The Cougar Immersa Pro comes with the so-called Cougar UIX System, a fairly simple driver that offers several audio profiles as well as microphone and RGB lighting controls.
On the main screen, you'll be able to choose between various audio profiles, or adjust the system-wide equalizer to your own liking. Here's where you can add a bit more bass if you find it lacking (which you most likely won't). User-generated equalizer settings can be saved to a custom profile, and you can create as many of those as you like. There are two microphone controls; volume (gain) and monitoring. Microphone monitoring enables you to hear whatever is picked up by the microphone through the headphones, and the monitoring slider is used to determine the volume of what you'll hear. The purpose of this is to prevent you from sounding nasal or talking too loud, two common side effects of using a closed-back headset whose passive noise isolation prevents you from hearing your own voice while talking. The microphone-monitoring is there to help with that, and it's a great feature I enjoy using. I found it best left at around 50%, but you're free to play with the slider to figure out what suits you best. It should be noted that the sound picked up by the microphone gets reproduced in the headphones with no perceivable delay. That makes the microphone-monitoring function of the Immersa Pro perfectly usable.

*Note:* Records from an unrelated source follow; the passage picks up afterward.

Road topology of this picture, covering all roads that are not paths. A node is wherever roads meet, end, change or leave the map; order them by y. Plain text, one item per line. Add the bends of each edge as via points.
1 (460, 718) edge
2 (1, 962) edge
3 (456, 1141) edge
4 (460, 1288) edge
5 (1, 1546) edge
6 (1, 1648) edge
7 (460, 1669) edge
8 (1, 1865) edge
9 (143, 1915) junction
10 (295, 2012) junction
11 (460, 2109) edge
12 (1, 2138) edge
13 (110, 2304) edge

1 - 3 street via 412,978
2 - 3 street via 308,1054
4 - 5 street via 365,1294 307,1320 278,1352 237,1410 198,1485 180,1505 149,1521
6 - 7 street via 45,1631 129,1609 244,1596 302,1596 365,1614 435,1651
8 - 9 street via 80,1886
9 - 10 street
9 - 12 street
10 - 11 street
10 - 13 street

We can pick the color of the two rings on the ear cups in the "Lighting Control" section of the Cougar UIX System. It's a full-RGB system, so you can go with pretty much any color you prefer, or several if you select the Swift X2, Swift X5, or Swift X7 effect, which makes the colors shift from one to the other; two, five or seven of them, to be exact. The speed of each effect is also selectable via a slider. You can, of course, turn the effects off completely if that's what you desire.